**Task goal**
Going through the entries below, copy out each line that contains "points".

[Saved data entries]
----------

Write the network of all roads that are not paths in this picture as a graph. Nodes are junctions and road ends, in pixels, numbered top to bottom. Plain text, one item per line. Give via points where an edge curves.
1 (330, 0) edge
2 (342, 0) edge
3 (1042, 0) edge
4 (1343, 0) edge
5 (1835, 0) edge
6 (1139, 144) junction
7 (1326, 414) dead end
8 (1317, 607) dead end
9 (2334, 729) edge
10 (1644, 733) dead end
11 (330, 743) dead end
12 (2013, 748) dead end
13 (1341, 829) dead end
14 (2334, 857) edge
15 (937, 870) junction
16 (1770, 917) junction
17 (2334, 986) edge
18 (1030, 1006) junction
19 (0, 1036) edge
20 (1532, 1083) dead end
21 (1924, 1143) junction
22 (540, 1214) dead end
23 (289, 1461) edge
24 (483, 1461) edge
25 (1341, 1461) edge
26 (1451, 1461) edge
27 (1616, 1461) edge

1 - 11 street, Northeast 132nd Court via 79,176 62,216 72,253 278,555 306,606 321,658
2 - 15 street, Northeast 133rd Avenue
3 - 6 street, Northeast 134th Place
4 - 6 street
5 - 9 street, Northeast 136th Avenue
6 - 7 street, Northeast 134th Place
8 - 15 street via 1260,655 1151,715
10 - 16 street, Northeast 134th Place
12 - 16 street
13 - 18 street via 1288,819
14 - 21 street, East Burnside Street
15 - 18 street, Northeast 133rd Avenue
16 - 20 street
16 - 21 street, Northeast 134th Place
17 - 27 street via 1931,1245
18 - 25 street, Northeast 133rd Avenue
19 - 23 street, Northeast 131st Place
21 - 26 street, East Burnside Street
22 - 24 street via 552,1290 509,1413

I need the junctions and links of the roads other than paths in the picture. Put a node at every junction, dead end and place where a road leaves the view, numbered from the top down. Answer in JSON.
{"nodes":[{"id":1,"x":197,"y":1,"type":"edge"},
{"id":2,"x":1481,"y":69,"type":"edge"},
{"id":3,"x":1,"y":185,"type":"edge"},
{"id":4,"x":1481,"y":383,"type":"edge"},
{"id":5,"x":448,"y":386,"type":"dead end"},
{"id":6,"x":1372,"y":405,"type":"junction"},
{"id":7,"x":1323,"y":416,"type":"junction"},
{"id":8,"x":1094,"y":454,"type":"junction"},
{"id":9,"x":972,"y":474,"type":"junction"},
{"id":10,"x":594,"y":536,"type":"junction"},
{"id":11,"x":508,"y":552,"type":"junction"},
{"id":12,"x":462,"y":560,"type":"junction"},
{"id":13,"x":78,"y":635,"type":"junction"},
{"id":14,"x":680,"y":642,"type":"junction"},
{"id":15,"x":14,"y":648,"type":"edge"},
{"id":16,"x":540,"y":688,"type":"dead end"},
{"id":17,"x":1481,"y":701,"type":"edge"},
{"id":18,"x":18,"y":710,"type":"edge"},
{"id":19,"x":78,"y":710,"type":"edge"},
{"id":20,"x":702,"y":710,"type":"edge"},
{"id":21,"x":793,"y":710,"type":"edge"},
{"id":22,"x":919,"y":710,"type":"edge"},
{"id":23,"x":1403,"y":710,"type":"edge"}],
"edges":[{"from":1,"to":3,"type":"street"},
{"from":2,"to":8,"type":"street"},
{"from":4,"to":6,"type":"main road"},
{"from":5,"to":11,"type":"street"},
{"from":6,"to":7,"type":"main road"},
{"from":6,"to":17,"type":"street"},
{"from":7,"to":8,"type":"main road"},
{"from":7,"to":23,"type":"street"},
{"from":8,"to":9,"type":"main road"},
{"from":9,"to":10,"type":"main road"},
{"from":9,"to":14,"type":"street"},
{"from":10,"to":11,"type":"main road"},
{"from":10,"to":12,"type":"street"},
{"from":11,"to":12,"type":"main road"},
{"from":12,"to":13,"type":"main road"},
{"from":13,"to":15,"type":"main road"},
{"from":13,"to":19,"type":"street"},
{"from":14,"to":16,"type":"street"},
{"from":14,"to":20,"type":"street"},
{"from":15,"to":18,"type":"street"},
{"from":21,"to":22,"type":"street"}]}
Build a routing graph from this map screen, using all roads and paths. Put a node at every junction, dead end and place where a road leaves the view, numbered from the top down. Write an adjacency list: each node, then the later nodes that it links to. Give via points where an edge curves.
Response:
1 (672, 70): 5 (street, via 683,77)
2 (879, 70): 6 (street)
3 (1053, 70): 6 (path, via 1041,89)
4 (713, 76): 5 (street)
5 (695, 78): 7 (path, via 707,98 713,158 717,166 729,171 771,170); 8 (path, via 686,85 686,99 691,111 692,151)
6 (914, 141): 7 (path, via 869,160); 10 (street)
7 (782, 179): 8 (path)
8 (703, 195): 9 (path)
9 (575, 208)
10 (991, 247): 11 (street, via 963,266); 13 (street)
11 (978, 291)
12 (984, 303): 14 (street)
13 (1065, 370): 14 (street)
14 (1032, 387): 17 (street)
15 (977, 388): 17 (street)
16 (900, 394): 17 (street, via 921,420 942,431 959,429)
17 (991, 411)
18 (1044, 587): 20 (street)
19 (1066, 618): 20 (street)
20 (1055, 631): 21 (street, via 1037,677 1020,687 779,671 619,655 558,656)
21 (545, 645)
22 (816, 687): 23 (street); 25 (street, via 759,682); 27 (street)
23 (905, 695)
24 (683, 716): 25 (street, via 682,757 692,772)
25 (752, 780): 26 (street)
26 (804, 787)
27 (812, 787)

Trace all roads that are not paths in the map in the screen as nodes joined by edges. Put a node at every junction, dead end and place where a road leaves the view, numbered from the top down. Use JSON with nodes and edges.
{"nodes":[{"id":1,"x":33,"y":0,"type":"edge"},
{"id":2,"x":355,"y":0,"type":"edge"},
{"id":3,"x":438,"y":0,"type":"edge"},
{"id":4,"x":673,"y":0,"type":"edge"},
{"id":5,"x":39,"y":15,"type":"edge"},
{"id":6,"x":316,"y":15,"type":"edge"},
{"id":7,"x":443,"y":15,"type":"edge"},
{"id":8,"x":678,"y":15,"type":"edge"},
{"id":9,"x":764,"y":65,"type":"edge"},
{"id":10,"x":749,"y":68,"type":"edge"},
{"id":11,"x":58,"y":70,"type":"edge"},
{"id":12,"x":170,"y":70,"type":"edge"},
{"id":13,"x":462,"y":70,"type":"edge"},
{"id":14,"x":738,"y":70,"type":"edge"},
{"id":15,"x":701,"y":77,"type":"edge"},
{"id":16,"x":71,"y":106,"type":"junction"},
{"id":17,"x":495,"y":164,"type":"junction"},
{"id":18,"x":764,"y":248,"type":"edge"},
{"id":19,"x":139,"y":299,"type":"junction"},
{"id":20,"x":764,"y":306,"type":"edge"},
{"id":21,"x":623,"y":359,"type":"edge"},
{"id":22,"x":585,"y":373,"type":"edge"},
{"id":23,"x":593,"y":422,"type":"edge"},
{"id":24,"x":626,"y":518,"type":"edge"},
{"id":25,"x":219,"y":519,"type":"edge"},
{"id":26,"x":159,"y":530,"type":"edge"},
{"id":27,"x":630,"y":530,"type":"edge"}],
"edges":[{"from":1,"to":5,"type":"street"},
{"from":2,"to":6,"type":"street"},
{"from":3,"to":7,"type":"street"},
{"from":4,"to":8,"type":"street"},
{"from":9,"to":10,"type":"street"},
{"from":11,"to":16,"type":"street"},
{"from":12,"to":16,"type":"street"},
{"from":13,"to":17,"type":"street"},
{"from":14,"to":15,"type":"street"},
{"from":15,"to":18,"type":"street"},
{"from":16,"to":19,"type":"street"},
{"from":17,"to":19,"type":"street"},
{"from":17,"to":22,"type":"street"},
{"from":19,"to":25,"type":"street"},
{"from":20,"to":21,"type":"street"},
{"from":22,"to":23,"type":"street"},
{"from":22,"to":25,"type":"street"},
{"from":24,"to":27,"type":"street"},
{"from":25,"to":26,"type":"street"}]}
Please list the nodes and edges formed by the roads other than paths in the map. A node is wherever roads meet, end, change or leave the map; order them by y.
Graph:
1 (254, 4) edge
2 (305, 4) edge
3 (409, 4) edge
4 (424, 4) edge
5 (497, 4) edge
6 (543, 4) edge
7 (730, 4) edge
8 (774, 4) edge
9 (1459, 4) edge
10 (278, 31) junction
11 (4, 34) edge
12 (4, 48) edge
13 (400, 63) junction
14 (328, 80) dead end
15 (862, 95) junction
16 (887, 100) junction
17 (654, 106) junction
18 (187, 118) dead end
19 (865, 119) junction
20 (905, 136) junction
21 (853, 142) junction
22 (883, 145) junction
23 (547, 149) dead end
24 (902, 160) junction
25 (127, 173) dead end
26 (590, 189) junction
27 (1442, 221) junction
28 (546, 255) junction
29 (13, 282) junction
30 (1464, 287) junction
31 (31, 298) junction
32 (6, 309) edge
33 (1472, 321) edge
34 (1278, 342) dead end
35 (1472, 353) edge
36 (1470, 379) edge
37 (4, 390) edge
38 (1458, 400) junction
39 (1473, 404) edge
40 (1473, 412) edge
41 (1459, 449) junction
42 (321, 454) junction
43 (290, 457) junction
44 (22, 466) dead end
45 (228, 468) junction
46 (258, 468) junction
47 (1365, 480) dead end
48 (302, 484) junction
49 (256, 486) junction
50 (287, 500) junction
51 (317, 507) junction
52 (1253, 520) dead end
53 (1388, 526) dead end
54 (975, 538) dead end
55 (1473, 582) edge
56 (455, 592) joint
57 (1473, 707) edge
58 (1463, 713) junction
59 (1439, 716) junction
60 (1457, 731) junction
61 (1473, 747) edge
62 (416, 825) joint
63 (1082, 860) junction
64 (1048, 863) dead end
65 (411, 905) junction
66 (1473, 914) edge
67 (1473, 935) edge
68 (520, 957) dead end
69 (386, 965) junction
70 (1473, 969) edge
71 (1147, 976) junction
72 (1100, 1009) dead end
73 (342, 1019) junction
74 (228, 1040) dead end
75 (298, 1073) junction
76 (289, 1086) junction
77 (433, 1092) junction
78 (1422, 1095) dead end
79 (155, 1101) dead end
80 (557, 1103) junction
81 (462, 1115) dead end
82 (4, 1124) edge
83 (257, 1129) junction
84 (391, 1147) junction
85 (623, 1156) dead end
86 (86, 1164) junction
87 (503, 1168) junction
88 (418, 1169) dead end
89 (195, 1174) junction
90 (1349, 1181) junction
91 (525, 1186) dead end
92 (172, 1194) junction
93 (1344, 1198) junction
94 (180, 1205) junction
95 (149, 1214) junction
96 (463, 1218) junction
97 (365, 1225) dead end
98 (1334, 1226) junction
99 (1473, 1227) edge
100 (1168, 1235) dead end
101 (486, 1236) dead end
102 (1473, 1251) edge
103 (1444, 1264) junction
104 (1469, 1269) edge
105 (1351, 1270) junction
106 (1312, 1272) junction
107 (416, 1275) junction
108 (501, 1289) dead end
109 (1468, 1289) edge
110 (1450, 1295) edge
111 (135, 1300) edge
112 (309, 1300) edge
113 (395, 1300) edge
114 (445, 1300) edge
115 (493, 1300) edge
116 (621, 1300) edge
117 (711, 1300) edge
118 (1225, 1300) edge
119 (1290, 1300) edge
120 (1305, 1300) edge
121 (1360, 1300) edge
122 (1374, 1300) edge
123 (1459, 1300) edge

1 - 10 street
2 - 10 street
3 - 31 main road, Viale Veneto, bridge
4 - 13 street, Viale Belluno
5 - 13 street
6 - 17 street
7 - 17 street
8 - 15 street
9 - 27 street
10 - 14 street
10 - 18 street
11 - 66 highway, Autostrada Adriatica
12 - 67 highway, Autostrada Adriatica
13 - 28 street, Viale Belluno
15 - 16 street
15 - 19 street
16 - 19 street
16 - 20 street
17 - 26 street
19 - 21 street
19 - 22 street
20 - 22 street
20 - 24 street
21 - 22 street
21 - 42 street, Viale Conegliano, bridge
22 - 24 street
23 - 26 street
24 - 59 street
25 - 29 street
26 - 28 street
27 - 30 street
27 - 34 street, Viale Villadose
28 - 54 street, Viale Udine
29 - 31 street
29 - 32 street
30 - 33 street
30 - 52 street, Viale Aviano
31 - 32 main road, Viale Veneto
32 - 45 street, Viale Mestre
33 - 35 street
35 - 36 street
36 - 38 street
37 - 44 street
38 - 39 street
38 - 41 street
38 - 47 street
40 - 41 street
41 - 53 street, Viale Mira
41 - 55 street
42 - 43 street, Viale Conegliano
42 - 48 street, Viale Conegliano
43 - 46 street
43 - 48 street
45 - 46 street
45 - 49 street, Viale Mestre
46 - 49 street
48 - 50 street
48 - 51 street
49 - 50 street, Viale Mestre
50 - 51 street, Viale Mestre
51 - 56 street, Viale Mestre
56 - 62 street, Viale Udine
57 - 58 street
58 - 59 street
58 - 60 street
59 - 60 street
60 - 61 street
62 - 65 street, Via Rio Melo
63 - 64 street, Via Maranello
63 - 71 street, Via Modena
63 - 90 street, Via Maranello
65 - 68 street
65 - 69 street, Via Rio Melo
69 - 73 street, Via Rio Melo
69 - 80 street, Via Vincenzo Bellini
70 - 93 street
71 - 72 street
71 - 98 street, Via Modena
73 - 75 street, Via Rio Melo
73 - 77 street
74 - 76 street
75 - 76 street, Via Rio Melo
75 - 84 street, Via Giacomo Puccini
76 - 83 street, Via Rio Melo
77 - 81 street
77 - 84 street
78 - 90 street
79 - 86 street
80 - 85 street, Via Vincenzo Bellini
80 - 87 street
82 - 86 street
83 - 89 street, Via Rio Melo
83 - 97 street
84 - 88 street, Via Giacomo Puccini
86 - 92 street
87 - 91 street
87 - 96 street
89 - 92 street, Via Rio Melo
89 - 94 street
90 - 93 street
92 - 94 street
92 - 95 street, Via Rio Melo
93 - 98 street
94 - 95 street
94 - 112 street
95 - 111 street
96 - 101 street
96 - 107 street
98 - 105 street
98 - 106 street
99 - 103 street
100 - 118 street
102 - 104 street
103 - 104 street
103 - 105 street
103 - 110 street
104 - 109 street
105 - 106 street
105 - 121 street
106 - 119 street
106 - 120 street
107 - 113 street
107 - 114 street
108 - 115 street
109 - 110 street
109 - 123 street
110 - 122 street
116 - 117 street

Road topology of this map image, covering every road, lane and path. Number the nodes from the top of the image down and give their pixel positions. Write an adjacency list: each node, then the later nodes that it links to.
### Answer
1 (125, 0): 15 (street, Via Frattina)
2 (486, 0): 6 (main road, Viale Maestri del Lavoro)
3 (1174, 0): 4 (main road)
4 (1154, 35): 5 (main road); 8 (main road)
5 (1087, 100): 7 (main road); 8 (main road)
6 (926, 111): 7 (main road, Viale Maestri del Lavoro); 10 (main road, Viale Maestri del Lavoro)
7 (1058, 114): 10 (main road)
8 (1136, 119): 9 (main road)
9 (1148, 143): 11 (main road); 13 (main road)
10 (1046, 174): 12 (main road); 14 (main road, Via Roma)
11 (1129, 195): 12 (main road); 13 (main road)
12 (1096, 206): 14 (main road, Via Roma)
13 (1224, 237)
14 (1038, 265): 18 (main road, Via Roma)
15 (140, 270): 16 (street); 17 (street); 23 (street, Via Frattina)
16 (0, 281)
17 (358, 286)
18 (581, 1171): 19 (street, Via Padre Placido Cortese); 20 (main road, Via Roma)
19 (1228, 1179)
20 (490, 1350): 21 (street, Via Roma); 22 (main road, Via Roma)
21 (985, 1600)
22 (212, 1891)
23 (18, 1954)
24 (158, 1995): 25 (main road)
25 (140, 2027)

----------

**Completed task**
Write the network of all roads that are not paths in this picture as a graph. Nodes are junctions and road ends, in pixels, numbered top to bottom. Plain text, one item per line. Give via points where an edge curves.
Build a routing graph from this map screen, using all roads and paths. Put a node at every junction, dead end and place where a road leaves the view, numbered from the top down. Write an adjacency list: each node, then the later nodes that it links to. Give via points where an edge curves.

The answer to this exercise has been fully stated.